As an example if you have a string of 300 pixels and you cut the wire and inject at pixel 151 you will have voltage drop at pixel 150 and 300 that could cause issues depending on wire gauge and pixel voltage 5v vs 12v. However if you don't cut the wire and inject at 150 and 300 the voltage drop is reduced as you are feeding both back and forward.

Yes there are situations where you may want to power pixels independently and that is if your overall load is really high and you want to fuse it in sections but for most situations not needed.

And yes it is possible that if one fuse blows the rest will cascade as the amps increase on each injection but as long as you calculate your overall load then you should be right.

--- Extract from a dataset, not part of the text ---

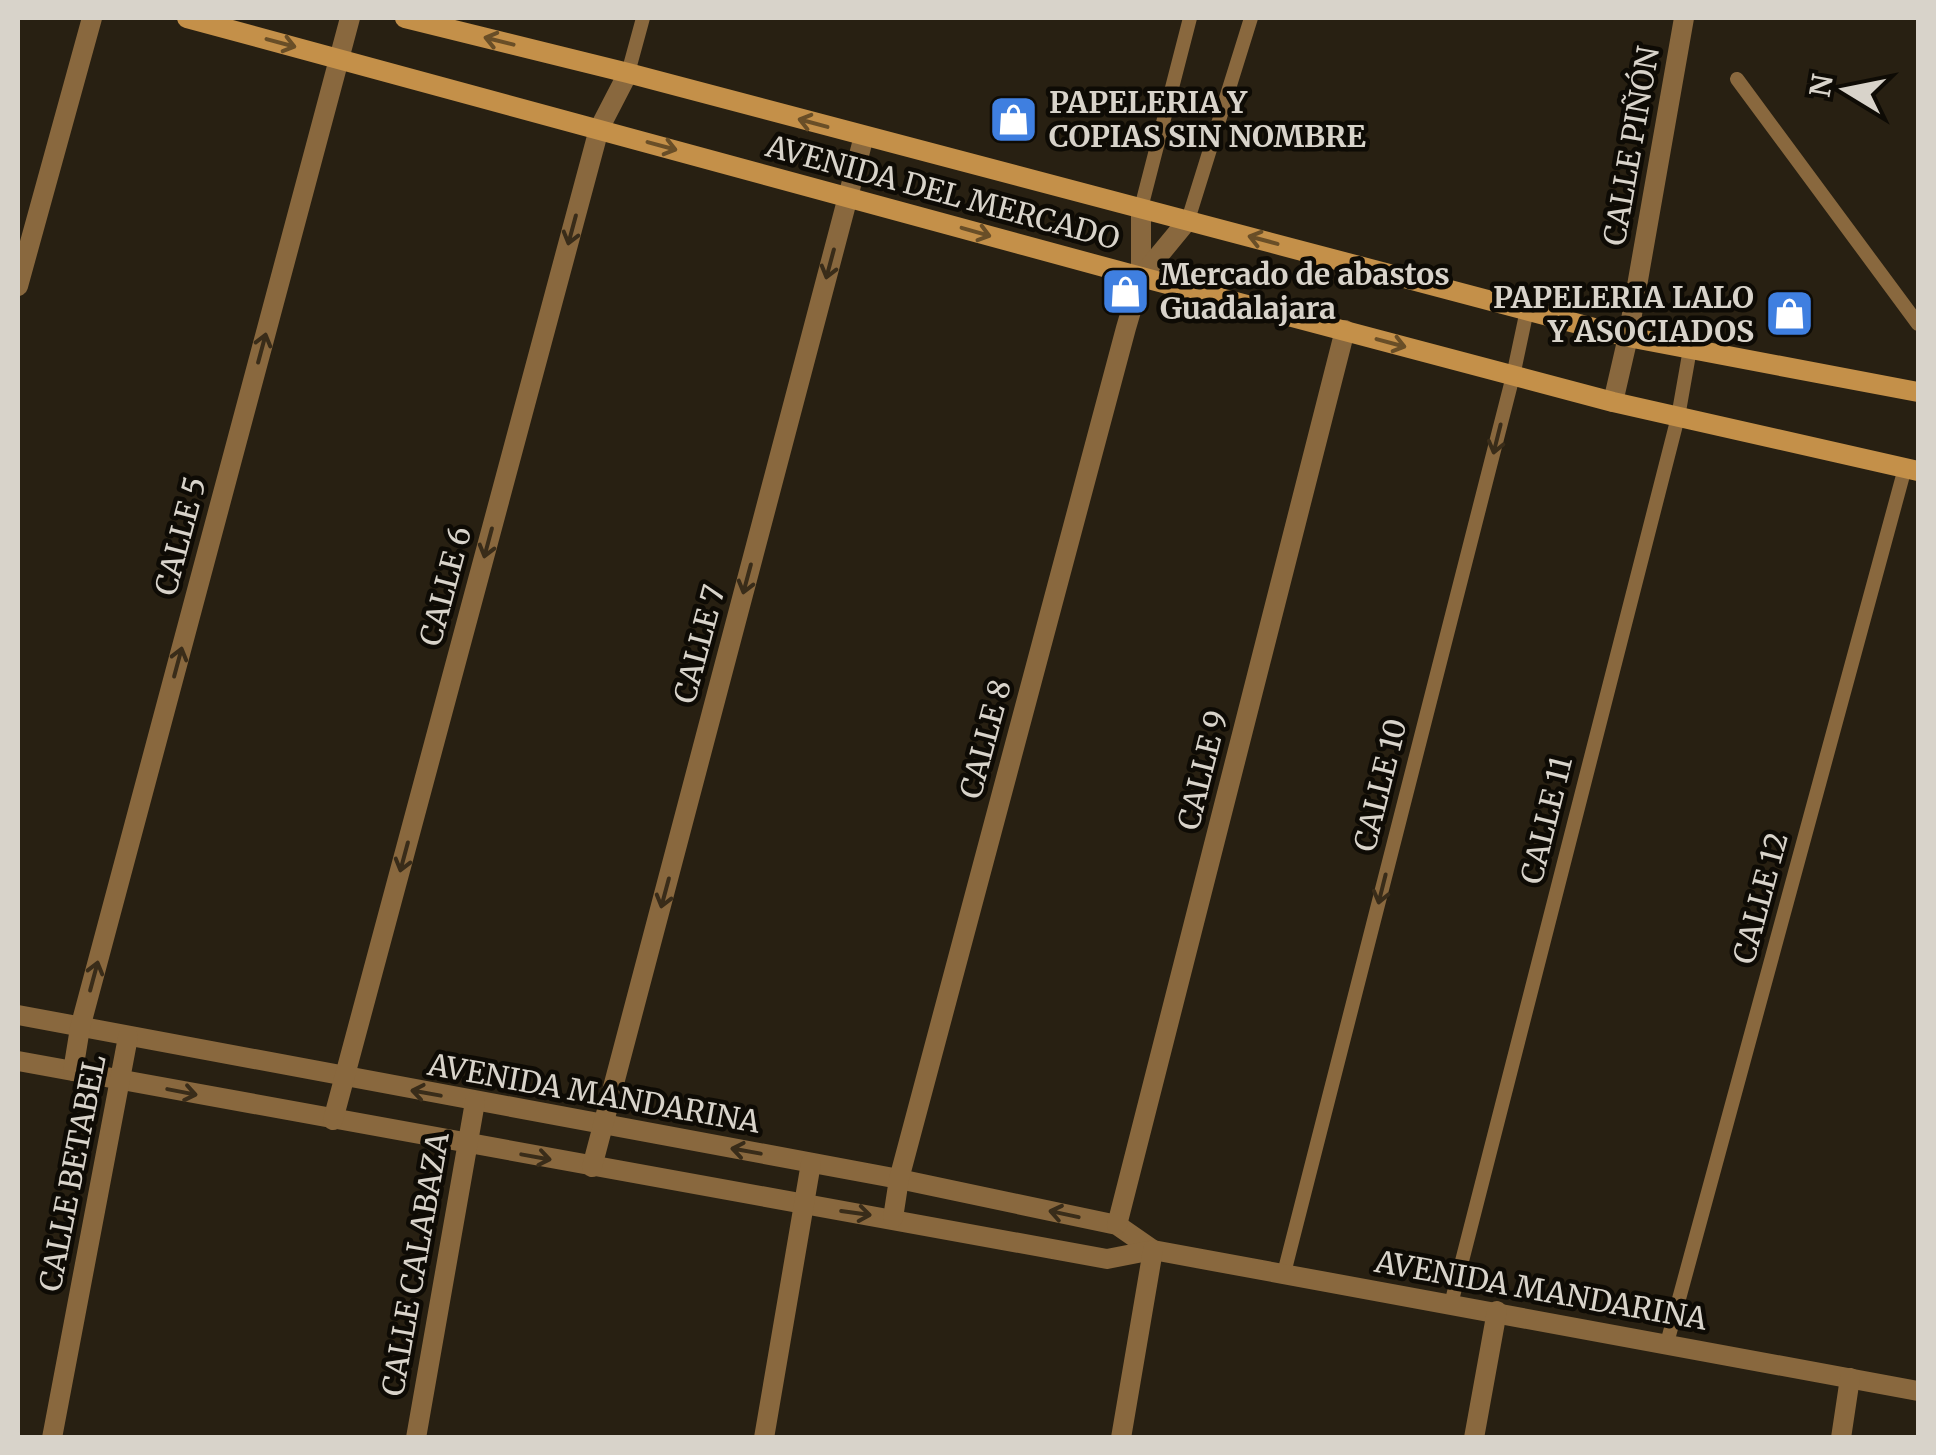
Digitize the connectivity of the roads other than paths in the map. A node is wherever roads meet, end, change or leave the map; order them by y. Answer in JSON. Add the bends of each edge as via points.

I only inject to counter for the voltage drop caused by distance rather than for balancing the current draw. I just don't overload my ports.
My concern is if I don't cut the positive wire and keep power injecting along the line, the 7.5A controller fuse might blow as the total current will be too much for it (assuming I power everything at 100% full white).


I've attached my wiring diagram that shows my proposed cuts and power injection points. Would love to hear everyone's input as to how I can improve and or any tips/suggestions.


Another question I have in regards to the Null pixel between Spinner R and Star 1. Will that work if I just connect the negative and data wires to it? Or do I have to connect positive as well? If the latter is true, then do I end the Spinner R positive wire after the null pixel?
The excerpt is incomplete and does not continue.